[[ EXERCISE DATA open ]]
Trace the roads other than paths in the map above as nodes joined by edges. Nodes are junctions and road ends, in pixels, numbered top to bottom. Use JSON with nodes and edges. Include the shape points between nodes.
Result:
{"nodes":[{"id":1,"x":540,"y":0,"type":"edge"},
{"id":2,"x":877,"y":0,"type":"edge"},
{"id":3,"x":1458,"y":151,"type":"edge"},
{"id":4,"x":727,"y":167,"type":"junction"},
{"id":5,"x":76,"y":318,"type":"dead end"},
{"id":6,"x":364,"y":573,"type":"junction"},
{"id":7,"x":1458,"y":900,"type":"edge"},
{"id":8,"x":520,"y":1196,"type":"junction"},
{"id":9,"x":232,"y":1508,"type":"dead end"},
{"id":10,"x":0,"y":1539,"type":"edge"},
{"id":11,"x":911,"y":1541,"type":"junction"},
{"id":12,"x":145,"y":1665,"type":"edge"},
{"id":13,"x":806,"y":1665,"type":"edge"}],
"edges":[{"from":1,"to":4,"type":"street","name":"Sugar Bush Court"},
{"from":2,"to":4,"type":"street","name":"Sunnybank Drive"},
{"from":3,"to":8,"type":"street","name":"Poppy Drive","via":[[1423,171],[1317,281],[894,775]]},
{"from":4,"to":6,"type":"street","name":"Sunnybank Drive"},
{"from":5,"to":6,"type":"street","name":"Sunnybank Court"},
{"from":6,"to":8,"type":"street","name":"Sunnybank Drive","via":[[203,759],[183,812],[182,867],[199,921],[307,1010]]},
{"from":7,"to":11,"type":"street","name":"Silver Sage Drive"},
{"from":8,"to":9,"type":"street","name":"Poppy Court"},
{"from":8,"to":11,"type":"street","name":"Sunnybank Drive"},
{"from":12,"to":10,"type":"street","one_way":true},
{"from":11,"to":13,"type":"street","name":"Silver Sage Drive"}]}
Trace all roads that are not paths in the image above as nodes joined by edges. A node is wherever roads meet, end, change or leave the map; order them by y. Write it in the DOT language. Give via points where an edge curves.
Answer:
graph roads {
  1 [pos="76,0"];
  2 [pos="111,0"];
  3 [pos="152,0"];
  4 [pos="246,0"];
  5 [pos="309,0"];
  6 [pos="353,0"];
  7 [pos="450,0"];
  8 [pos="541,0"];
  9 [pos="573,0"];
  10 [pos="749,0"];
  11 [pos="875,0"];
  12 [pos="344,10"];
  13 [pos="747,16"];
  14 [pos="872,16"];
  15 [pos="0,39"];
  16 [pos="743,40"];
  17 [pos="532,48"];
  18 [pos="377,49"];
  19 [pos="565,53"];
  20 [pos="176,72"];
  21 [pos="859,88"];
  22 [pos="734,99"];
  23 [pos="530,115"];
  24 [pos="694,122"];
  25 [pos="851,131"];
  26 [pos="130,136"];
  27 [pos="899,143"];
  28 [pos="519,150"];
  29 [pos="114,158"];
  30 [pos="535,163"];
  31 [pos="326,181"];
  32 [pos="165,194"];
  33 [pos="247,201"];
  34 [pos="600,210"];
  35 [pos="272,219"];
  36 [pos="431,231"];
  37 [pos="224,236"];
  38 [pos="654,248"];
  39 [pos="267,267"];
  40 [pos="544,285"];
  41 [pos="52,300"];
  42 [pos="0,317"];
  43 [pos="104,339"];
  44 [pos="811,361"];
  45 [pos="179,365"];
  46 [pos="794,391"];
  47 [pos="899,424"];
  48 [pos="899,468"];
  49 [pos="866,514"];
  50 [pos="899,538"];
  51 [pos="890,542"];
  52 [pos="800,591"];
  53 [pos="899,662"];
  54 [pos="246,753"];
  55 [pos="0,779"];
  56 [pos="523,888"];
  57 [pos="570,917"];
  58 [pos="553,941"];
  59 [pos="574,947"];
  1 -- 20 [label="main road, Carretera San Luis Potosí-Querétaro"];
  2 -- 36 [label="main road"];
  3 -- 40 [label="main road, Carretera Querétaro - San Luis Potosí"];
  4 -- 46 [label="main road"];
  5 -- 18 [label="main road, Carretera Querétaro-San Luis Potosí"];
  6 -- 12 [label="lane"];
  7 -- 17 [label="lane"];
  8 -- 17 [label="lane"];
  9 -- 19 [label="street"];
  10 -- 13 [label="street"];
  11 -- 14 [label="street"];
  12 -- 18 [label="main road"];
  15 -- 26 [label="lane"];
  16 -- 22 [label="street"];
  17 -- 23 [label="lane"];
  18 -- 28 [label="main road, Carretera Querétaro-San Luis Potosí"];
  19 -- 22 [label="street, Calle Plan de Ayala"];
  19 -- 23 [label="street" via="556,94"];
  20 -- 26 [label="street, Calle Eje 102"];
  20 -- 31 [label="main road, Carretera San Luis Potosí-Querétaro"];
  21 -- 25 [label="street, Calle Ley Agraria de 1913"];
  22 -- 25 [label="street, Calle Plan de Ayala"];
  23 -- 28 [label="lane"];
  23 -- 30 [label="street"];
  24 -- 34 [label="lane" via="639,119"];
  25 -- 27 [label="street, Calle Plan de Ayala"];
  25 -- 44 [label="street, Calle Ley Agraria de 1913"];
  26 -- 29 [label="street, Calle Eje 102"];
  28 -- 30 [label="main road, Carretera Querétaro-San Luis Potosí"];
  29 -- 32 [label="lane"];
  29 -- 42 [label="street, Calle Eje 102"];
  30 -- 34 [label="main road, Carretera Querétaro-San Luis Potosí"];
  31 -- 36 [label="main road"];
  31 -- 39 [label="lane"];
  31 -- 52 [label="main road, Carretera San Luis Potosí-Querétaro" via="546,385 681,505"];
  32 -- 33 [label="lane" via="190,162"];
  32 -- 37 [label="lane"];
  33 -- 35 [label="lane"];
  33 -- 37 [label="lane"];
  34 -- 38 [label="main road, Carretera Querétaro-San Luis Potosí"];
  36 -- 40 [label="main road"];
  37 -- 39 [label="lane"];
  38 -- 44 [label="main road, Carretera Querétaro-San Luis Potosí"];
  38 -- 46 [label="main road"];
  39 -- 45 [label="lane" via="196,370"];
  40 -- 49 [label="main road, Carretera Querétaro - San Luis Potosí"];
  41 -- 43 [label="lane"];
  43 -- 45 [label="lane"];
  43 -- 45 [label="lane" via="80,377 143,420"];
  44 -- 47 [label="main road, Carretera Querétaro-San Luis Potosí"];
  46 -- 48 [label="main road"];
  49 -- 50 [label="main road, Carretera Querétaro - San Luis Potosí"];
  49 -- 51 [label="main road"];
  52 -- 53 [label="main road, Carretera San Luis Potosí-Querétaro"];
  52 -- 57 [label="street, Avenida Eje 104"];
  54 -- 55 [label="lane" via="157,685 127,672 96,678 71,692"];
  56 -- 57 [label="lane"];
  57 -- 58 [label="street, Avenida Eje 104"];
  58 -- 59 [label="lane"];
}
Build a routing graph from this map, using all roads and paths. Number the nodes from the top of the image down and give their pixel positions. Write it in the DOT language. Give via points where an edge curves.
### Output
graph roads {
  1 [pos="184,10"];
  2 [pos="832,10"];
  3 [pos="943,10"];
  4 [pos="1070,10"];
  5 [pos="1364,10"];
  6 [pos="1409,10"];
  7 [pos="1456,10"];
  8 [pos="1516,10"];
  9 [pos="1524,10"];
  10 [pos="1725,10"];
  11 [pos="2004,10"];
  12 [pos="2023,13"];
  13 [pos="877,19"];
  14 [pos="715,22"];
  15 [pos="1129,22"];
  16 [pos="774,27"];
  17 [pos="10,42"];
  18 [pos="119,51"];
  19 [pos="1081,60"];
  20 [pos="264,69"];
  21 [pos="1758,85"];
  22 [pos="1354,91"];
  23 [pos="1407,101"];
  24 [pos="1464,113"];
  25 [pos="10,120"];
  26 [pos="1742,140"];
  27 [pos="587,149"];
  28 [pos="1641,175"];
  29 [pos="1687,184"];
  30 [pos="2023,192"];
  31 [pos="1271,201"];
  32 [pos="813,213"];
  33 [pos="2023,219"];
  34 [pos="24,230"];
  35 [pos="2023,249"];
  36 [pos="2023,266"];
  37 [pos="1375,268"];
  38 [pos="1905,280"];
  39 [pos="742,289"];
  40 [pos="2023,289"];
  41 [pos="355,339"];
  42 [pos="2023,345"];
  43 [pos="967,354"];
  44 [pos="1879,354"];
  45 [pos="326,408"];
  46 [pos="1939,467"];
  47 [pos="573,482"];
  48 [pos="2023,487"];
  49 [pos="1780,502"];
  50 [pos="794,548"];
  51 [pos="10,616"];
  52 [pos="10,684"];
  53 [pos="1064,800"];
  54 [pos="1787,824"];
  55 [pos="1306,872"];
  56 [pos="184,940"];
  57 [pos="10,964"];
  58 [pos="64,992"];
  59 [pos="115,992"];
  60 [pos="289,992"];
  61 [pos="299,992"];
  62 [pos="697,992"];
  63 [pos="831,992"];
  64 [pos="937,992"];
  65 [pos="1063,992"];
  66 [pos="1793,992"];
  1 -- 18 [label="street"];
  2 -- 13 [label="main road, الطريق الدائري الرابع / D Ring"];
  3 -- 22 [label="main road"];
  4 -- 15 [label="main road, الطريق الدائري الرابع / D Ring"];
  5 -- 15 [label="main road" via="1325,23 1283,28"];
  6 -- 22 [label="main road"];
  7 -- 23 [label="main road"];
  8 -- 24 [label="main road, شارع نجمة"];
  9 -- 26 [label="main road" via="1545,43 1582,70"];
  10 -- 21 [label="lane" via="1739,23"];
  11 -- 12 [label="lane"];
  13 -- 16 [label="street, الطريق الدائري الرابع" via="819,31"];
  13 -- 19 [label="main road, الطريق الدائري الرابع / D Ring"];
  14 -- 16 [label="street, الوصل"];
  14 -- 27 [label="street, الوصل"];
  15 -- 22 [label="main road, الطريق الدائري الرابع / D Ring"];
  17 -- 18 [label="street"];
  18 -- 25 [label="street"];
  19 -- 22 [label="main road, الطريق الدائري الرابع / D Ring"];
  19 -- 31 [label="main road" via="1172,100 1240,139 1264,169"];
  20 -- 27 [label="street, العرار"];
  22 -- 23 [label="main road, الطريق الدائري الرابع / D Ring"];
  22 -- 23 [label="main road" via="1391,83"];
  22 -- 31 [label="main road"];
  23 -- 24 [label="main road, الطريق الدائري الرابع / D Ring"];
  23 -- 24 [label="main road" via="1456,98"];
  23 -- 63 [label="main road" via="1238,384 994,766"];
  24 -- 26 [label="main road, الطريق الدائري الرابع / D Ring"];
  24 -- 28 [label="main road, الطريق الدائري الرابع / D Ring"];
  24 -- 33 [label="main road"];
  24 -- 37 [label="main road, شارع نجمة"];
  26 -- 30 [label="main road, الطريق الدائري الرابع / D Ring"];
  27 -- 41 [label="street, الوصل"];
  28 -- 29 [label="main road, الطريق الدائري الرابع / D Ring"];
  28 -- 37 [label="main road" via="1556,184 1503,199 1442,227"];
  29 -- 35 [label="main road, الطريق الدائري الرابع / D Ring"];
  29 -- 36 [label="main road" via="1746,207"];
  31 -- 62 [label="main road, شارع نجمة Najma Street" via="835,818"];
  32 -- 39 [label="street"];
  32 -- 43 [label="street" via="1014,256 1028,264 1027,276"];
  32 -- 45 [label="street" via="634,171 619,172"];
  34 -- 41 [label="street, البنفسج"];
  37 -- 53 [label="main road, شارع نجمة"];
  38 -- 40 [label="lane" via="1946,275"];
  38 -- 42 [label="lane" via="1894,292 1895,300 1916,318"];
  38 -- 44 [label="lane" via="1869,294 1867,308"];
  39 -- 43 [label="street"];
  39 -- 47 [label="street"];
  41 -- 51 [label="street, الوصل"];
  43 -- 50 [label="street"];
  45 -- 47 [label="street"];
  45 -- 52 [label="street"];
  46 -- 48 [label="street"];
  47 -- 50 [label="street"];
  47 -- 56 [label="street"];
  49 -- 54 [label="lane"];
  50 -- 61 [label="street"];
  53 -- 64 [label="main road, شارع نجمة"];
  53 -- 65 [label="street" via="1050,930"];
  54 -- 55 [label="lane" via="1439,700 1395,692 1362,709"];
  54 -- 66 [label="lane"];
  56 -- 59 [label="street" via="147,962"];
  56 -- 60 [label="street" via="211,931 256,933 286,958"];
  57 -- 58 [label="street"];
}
[[ EXERCISE DATA closed ]]
| TASK |
Determine how many lines in the data above contain the string "image". Give nothing except the number.

| WRITTEN ANSWER |
2